An undated photo obtained on May 2, 2011 shows William Morris (foreground), who has been the Catholic Bishop of the vast Queensland diocese of Toowoomba since 1993.

An undated photo obtained on May 2, 2011 shows William Morris (foreground), who has been the Catholic Bishop of the vast Queensland diocese of Toowoomba since 1993.

Supporters of an outspoken Australian bishop dismissed by Pope Benedict for his views on the ordination of women and married men are to stage a vigil to protest against his treatment. A Vatican statement Monday said that Bishop William Morris had been "removed from pastoral care".

The dispute between William Morris and the Vatican began five years ago when the outspoken clergyman argued that the Catholic Church might consider ordaining married men and women because of a shortage of priests.

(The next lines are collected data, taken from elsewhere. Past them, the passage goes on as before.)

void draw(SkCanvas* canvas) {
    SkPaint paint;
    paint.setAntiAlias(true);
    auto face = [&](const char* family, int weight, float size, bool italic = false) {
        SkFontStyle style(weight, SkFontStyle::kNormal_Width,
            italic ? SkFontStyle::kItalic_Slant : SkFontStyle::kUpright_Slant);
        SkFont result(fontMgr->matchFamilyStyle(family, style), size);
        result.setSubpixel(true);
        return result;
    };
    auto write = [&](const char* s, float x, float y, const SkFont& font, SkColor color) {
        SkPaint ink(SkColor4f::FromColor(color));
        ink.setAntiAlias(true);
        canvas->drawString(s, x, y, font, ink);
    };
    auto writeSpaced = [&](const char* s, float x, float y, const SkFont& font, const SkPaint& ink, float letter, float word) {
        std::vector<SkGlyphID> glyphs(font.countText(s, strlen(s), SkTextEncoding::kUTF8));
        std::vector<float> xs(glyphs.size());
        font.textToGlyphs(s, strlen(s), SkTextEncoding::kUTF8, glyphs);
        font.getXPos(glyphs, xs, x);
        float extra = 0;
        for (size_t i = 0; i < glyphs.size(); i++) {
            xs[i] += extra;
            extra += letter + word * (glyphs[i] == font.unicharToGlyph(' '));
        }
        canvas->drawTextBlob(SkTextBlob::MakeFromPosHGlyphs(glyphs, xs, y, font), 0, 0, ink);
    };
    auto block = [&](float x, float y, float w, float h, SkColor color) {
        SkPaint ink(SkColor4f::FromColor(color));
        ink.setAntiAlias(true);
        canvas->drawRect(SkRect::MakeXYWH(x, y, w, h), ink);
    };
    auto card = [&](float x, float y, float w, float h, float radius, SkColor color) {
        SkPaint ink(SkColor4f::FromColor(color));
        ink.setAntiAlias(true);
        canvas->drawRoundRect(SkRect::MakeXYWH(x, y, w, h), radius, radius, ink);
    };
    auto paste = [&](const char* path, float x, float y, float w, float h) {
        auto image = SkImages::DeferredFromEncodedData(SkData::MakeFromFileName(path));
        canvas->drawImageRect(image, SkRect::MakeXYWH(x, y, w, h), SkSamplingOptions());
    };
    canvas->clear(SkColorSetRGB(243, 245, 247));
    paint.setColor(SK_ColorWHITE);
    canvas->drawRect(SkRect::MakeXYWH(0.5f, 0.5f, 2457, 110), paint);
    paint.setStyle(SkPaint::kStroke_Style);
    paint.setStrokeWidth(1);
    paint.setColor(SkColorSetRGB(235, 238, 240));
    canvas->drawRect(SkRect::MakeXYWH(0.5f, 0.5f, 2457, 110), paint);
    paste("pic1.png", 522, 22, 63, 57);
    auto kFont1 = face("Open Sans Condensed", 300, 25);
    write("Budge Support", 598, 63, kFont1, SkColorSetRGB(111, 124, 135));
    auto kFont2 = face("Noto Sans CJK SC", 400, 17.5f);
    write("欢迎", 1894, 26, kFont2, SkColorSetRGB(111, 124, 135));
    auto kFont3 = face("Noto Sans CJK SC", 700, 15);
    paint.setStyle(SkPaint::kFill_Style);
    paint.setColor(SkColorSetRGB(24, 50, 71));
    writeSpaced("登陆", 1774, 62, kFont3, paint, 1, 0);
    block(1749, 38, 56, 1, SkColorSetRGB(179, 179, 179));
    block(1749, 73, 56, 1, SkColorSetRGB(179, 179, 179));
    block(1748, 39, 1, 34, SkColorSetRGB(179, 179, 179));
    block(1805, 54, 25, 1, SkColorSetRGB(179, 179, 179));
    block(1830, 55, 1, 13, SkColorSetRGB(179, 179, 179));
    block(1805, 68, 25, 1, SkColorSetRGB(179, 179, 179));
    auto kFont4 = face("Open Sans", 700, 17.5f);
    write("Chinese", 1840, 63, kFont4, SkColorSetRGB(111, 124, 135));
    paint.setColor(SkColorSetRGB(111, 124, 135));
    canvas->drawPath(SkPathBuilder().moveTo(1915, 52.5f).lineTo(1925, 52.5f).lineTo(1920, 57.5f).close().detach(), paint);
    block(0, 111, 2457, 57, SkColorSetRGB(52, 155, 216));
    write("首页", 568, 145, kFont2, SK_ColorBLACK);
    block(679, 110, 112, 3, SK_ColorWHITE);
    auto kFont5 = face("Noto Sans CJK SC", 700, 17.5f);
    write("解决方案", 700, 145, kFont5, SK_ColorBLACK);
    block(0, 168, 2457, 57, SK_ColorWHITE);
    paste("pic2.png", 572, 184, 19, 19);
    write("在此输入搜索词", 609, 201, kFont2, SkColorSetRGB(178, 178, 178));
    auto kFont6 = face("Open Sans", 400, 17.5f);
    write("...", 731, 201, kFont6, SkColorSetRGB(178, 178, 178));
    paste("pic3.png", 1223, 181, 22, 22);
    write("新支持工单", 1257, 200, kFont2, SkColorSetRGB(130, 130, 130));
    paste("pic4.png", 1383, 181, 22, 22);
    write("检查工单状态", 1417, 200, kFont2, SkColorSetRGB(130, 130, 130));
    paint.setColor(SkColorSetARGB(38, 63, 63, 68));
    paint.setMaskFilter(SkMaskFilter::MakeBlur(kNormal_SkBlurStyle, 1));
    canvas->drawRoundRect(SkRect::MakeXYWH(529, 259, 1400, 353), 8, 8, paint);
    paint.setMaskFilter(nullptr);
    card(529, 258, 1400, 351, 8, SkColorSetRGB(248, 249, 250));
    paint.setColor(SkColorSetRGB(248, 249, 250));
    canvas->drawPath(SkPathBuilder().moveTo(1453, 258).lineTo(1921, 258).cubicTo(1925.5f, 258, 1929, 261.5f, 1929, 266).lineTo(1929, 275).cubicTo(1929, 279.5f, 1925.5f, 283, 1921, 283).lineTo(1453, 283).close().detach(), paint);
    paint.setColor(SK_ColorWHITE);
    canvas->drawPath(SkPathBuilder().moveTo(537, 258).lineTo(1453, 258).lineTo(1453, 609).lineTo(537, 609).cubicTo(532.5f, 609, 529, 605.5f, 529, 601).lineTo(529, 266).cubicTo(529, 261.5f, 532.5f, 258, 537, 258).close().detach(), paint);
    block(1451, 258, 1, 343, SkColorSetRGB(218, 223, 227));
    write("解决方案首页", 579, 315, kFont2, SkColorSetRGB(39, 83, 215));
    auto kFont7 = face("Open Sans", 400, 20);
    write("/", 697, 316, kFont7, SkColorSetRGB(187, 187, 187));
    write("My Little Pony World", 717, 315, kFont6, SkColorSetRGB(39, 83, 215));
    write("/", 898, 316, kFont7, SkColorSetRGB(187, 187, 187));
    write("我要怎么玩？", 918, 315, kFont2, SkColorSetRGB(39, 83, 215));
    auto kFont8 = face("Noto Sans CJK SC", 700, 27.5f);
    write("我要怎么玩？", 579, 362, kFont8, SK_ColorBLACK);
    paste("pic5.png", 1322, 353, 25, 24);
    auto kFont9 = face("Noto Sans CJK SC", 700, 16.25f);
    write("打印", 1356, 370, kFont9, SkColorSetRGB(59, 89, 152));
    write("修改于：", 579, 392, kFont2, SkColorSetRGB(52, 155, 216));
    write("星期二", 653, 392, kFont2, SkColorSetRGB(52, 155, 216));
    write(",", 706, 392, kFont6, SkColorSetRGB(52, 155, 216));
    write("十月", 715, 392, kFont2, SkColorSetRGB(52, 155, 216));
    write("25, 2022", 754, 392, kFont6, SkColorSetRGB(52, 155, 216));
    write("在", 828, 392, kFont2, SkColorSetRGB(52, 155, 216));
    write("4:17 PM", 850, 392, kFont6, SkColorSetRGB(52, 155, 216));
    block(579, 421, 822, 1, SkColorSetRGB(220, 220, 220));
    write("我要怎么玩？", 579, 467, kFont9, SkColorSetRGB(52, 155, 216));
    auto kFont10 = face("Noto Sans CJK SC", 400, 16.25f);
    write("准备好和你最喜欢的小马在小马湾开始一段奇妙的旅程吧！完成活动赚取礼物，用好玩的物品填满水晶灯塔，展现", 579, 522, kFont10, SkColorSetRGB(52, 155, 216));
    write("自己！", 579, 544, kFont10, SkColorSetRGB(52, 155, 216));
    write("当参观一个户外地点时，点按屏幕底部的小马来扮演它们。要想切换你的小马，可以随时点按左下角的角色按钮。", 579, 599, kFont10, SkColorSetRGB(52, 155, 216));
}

His stance was considered by the church’s hierarchy to be rebellious and after an investigation the Vatican has removed him as bishop of the Queensland diocese of Toowoomba, 130 kilometers west of the state capital, Brisbane.

Following the Bishop’s dismissal, he accused the Vatican of "authoritarianism." He insists that he was not advocating the ordination of women but was simply highlighting a growing international debate on the matter.

Former Catholic priest Peter Kennedy was forced to quit the church in Brisbane because of the same issue two years ago.

He says the Vatican wields absolute power over its Bishops.

"It was John Paul II who said the actual ordination of women could never be discussed even," said Kennedy. "The absolute authority of the Vatican which is held over bishops and you've got to remember that bishops, when they become bishops, they promise obedience of mind and will to the Holy Father."

Supporters of Bishop Morris scheduled a candlelit vigil Tuesday to show their disappointment with the Vatican's decision to dismiss him. Parishioners will then march through the streets of Toowoomba to the city’s cathedral, where Bishop Morris has served for 18 years.

The Catholic Church in Australia is administered by the Vatican in Rome. Australia is a majority Christian country. It is estimated there are more than 5 million Australian Catholics - about a quarter of the population.